## The task
Repeat all of the records word for word, but skip any picture.

──────── Source data ────────

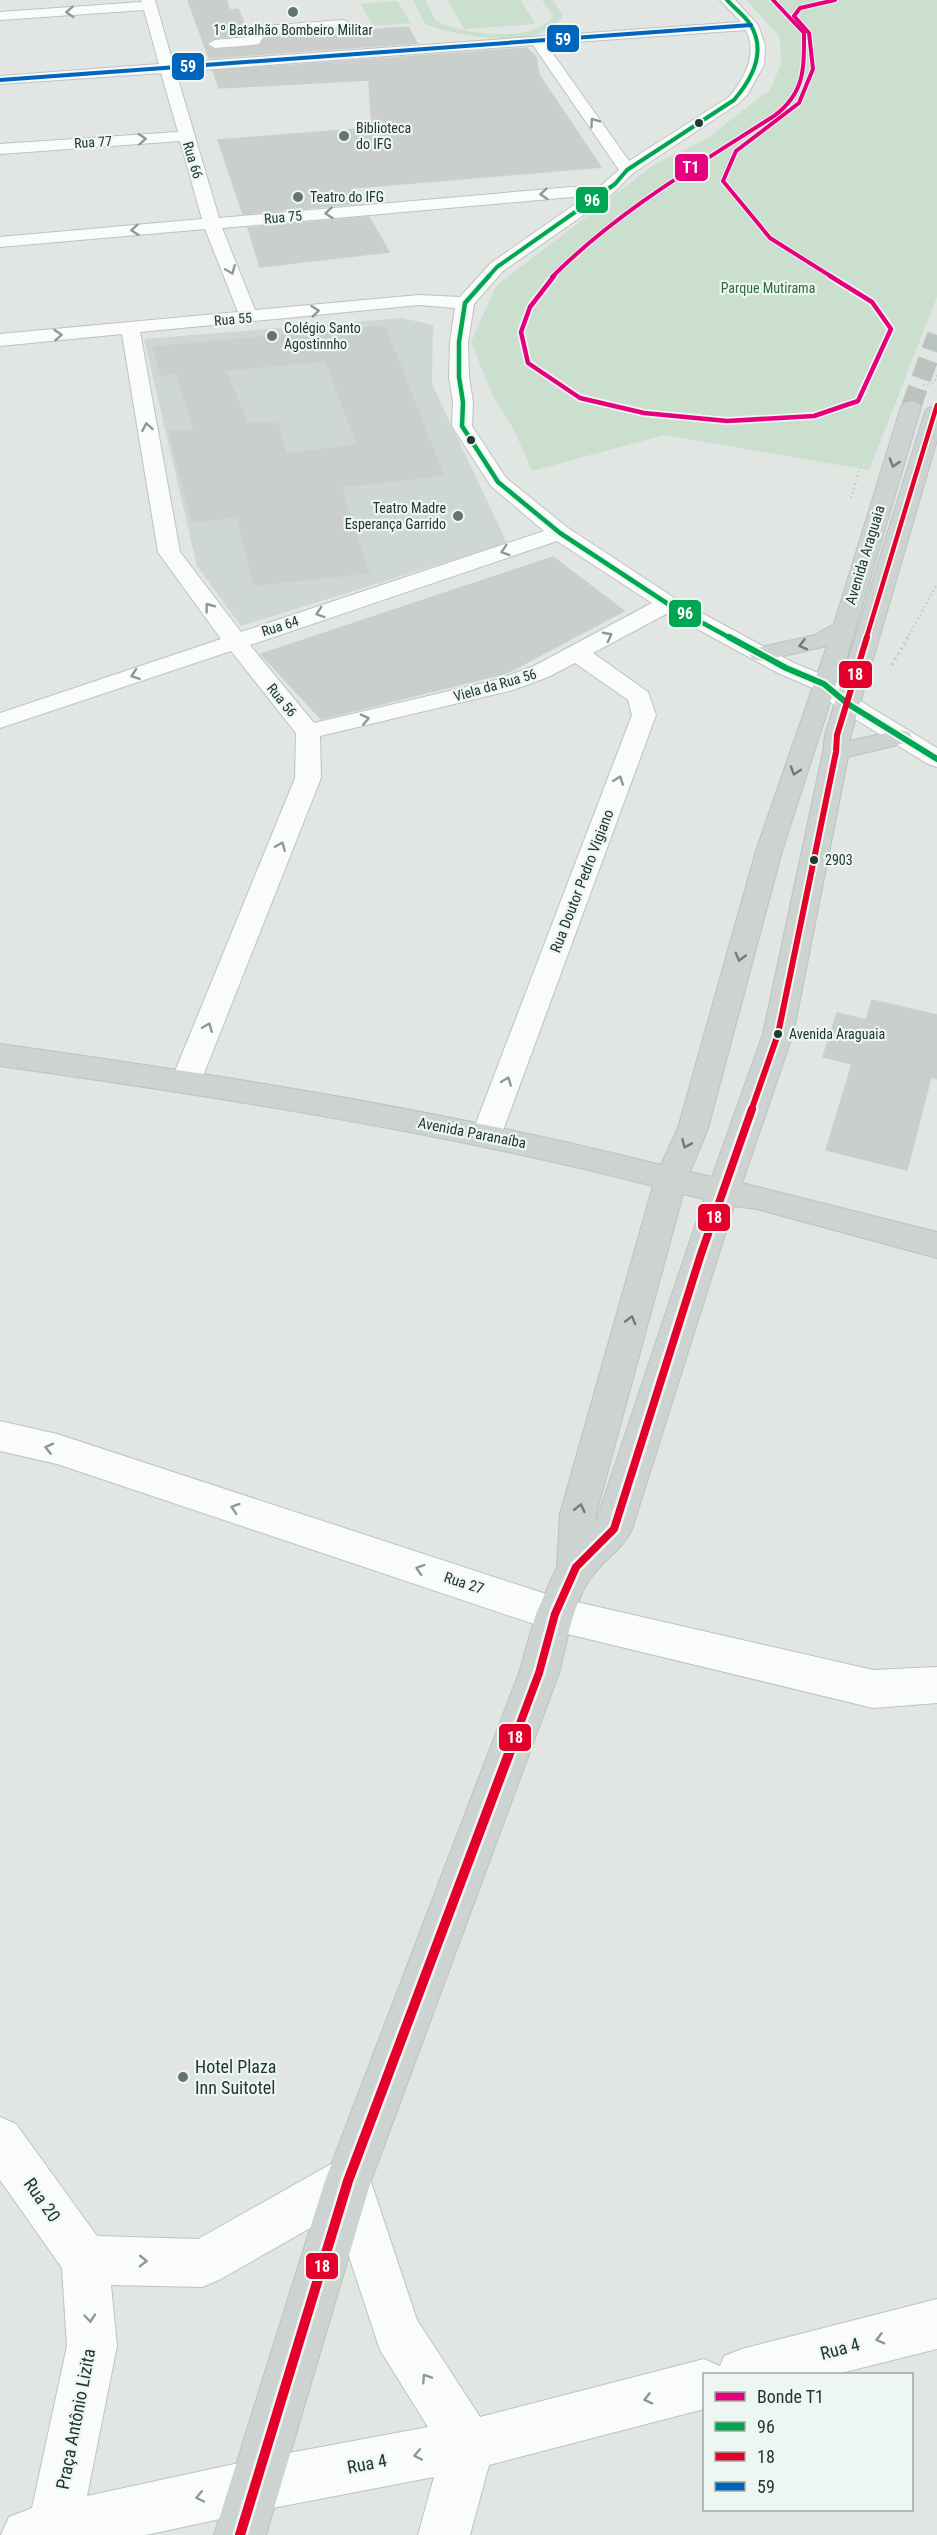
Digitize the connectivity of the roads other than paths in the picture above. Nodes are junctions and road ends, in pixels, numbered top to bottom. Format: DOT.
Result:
graph roads {
  1 [pos="727,0"];
  2 [pos="148,3"];
  3 [pos="0,16"];
  4 [pos="344,24"];
  5 [pos="750,25"];
  6 [pos="536,40"];
  7 [pos="198,45"];
  8 [pos="179,46"];
  9 [pos="159,48"];
  10 [pos="166,67"];
  11 [pos="0,80"];
  12 [pos="186,136"];
  13 [pos="0,148"];
  14 [pos="627,170"];
  15 [pos="602,194"];
  16 [pos="212,224"];
  17 [pos="0,242"];
  18 [pos="465,303"];
  19 [pos="249,317"];
  20 [pos="130,328"];
  21 [pos="0,340"];
  22 [pos="911,407"];
  23 [pos="934,412"];
  24 [pos="560,533"];
  25 [pos="668,604"];
  26 [pos="843,628"];
  27 [pos="235,641"];
  28 [pos="577,653"];
  29 [pos="761,654"];
  30 [pos="824,684"];
  31 [pos="848,704"];
  32 [pos="0,721"];
  33 [pos="308,732"];
  34 [pos="900,737"];
  35 [pos="836,752"];
  36 [pos="937,759"];
  37 [pos="0,1055"];
  38 [pos="186,1081"];
  39 [pos="486,1136"];
  40 [pos="671,1178"];
  41 [pos="722,1192"];
  42 [pos="937,1245"];
  43 [pos="0,1436"];
  44 [pos="576,1567"];
  45 [pos="555,1614"];
  46 [pos="937,1685"];
  47 [pos="0,2140"];
  48 [pos="348,2181"];
  49 [pos="84,2260"];
  50 [pos="937,2324"];
  51 [pos="746,2373"];
  52 [pos="703,2385"];
  53 [pos="470,2445"];
  54 [pos="257,2485"];
  55 [pos="40,2532"];
  56 [pos="240,2535"];
  57 [pos="444,2535"];
  1 -- 5 [label="street"];
  2 -- 3 [label="street, one-way"];
  2 -- 9 [label="street, Rua 66"];
  4 -- 7 [label="street"];
  5 -- 6 [label="street"];
  5 -- 14 [label="street"];
  6 -- 10 [label="street"];
  14 -- 6 [label="street, one-way"];
  8 -- 9 [label="street"];
  9 -- 10 [label="street, Rua 66"];
  10 -- 11 [label="street"];
  10 -- 12 [label="street, Rua 66"];
  13 -- 12 [label="street, Rua 77, one-way"];
  12 -- 16 [label="street, Rua 66"];
  14 -- 15 [label="street"];
  15 -- 16 [label="street, Rua 75, one-way"];
  15 -- 18 [label="street"];
  16 -- 17 [label="street, Rua 75, one-way"];
  16 -- 19 [label="street, Rua 66, one-way"];
  19 -- 18 [label="street, Rua 55, one-way"];
  18 -- 24 [label="street"];
  19 -- 20 [label="street, Rua 55"];
  21 -- 20 [label="street, Rua 55, one-way"];
  27 -- 20 [label="street, Rua 56, one-way"];
  22 -- 26 [label="main road, Avenida Araguaia, one-way"];
  23 -- 31 [label="main road, Avenida Araguaia"];
  24 -- 25 [label="street"];
  24 -- 27 [label="street, Rua 64, one-way"];
  28 -- 25 [label="street, Viela da Rua 56, one-way"];
  25 -- 29 [label="street"];
  26 -- 29 [label="main road, one-way"];
  26 -- 30 [label="main road, Avenida Araguaia"];
  27 -- 32 [label="street, Rua 64, one-way"];
  27 -- 33 [label="street, Rua 56"];
  33 -- 28 [label="street, Viela da Rua 56, one-way"];
  39 -- 28 [label="street, Rua Doutor Pedro Vigiano, one-way"];
  29 -- 30 [label="street"];
  30 -- 31 [label="street"];
  30 -- 40 [label="main road, Avenida Araguaia, one-way"];
  31 -- 34 [label="street"];
  31 -- 35 [label="main road, Avenida Araguaia"];
  38 -- 33 [label="street, Rua 56, one-way"];
  34 -- 35 [label="main road"];
  34 -- 36 [label="street"];
  35 -- 41 [label="main road, Avenida Araguaia"];
  37 -- 38 [label="main road, Avenida Paranaíba"];
  38 -- 39 [label="main road, Avenida Paranaíba"];
  39 -- 40 [label="main road, Avenida Paranaíba"];
  40 -- 41 [label="main road, Avenida Paranaíba"];
  44 -- 40 [label="main road, Avenida Araguaia, one-way"];
  41 -- 42 [label="main road, Avenida Paranaíba"];
  41 -- 44 [label="main road, Avenida Araguaia"];
  45 -- 43 [label="street, Rua 27, one-way"];
  44 -- 45 [label="main road, Avenida Araguaia"];
  45 -- 46 [label="street, Rua 27"];
  45 -- 48 [label="main road, Avenida Araguaia"];
  47 -- 49 [label="street, Rua 20"];
  49 -- 48 [label="street, one-way"];
  53 -- 48 [label="street, one-way"];
  48 -- 54 [label="main road, Avenida Araguaia"];
  49 -- 55 [label="street, Praça Antônio Lizita, one-way"];
  50 -- 51 [label="street, Rua 4, one-way"];
  52 -- 53 [label="street, Rua 4, one-way"];
  53 -- 54 [label="street, Rua 4, one-way"];
  53 -- 57 [label="street"];
  54 -- 55 [label="street, Rua 4, one-way"];
  54 -- 56 [label="main road, Avenida Araguaia"];
}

────────

## Result for this task
Digitize the connectivity of the roads other than paths in the picture above. Nodes are junctions and road ends, in pixels, numbered top to bottom. Format: DOT.
Result:
graph roads {
  1 [pos="727,0"];
  2 [pos="148,3"];
  3 [pos="0,16"];
  4 [pos="344,24"];
  5 [pos="750,25"];
  6 [pos="536,40"];
  7 [pos="198,45"];
  8 [pos="179,46"];
  9 [pos="159,48"];
  10 [pos="166,67"];
  11 [pos="0,80"];
  12 [pos="186,136"];
  13 [pos="0,148"];
  14 [pos="627,170"];
  15 [pos="602,194"];
  16 [pos="212,224"];
  17 [pos="0,242"];
  18 [pos="465,303"];
  19 [pos="249,317"];
  20 [pos="130,328"];
  21 [pos="0,340"];
  22 [pos="911,407"];
  23 [pos="934,412"];
  24 [pos="560,533"];
  25 [pos="668,604"];
  26 [pos="843,628"];
  27 [pos="235,641"];
  28 [pos="577,653"];
  29 [pos="761,654"];
  30 [pos="824,684"];
  31 [pos="848,704"];
  32 [pos="0,721"];
  33 [pos="308,732"];
  34 [pos="900,737"];
  35 [pos="836,752"];
  36 [pos="937,759"];
  37 [pos="0,1055"];
  38 [pos="186,1081"];
  39 [pos="486,1136"];
  40 [pos="671,1178"];
  41 [pos="722,1192"];
  42 [pos="937,1245"];
  43 [pos="0,1436"];
  44 [pos="576,1567"];
  45 [pos="555,1614"];
  46 [pos="937,1685"];
  47 [pos="0,2140"];
  48 [pos="348,2181"];
  49 [pos="84,2260"];
  50 [pos="937,2324"];
  51 [pos="746,2373"];
  52 [pos="703,2385"];
  53 [pos="470,2445"];
  54 [pos="257,2485"];
  55 [pos="40,2532"];
  56 [pos="240,2535"];
  57 [pos="444,2535"];
  1 -- 5 [label="street"];
  2 -- 3 [label="street, one-way"];
  2 -- 9 [label="street, Rua 66"];
  4 -- 7 [label="street"];
  5 -- 6 [label="street"];
  5 -- 14 [label="street"];
  6 -- 10 [label="street"];
  14 -- 6 [label="street, one-way"];
  8 -- 9 [label="street"];
  9 -- 10 [label="street, Rua 66"];
  10 -- 11 [label="street"];
  10 -- 12 [label="street, Rua 66"];
  13 -- 12 [label="street, Rua 77, one-way"];
  12 -- 16 [label="street, Rua 66"];
  14 -- 15 [label="street"];
  15 -- 16 [label="street, Rua 75, one-way"];
  15 -- 18 [label="street"];
  16 -- 17 [label="street, Rua 75, one-way"];
  16 -- 19 [label="street, Rua 66, one-way"];
  19 -- 18 [label="street, Rua 55, one-way"];
  18 -- 24 [label="street"];
  19 -- 20 [label="street, Rua 55"];
  21 -- 20 [label="street, Rua 55, one-way"];
  27 -- 20 [label="street, Rua 56, one-way"];
  22 -- 26 [label="main road, Avenida Araguaia, one-way"];
  23 -- 31 [label="main road, Avenida Araguaia"];
  24 -- 25 [label="street"];
  24 -- 27 [label="street, Rua 64, one-way"];
  28 -- 25 [label="street, Viela da Rua 56, one-way"];
  25 -- 29 [label="street"];
  26 -- 29 [label="main road, one-way"];
  26 -- 30 [label="main road, Avenida Araguaia"];
  27 -- 32 [label="street, Rua 64, one-way"];
  27 -- 33 [label="street, Rua 56"];
  33 -- 28 [label="street, Viela da Rua 56, one-way"];
  39 -- 28 [label="street, Rua Doutor Pedro Vigiano, one-way"];
  29 -- 30 [label="street"];
  30 -- 31 [label="street"];
  30 -- 40 [label="main road, Avenida Araguaia, one-way"];
  31 -- 34 [label="street"];
  31 -- 35 [label="main road, Avenida Araguaia"];
  38 -- 33 [label="street, Rua 56, one-way"];
  34 -- 35 [label="main road"];
  34 -- 36 [label="street"];
  35 -- 41 [label="main road, Avenida Araguaia"];
  37 -- 38 [label="main road, Avenida Paranaíba"];
  38 -- 39 [label="main road, Avenida Paranaíba"];
  39 -- 40 [label="main road, Avenida Paranaíba"];
  40 -- 41 [label="main road, Avenida Paranaíba"];
  44 -- 40 [label="main road, Avenida Araguaia, one-way"];
  41 -- 42 [label="main road, Avenida Paranaíba"];
  41 -- 44 [label="main road, Avenida Araguaia"];
  45 -- 43 [label="street, Rua 27, one-way"];
  44 -- 45 [label="main road, Avenida Araguaia"];
  45 -- 46 [label="street, Rua 27"];
  45 -- 48 [label="main road, Avenida Araguaia"];
  47 -- 49 [label="street, Rua 20"];
  49 -- 48 [label="street, one-way"];
  53 -- 48 [label="street, one-way"];
  48 -- 54 [label="main road, Avenida Araguaia"];
  49 -- 55 [label="street, Praça Antônio Lizita, one-way"];
  50 -- 51 [label="street, Rua 4, one-way"];
  52 -- 53 [label="street, Rua 4, one-way"];
  53 -- 54 [label="street, Rua 4, one-way"];
  53 -- 57 [label="street"];
  54 -- 55 [label="street, Rua 4, one-way"];
  54 -- 56 [label="main road, Avenida Araguaia"];
}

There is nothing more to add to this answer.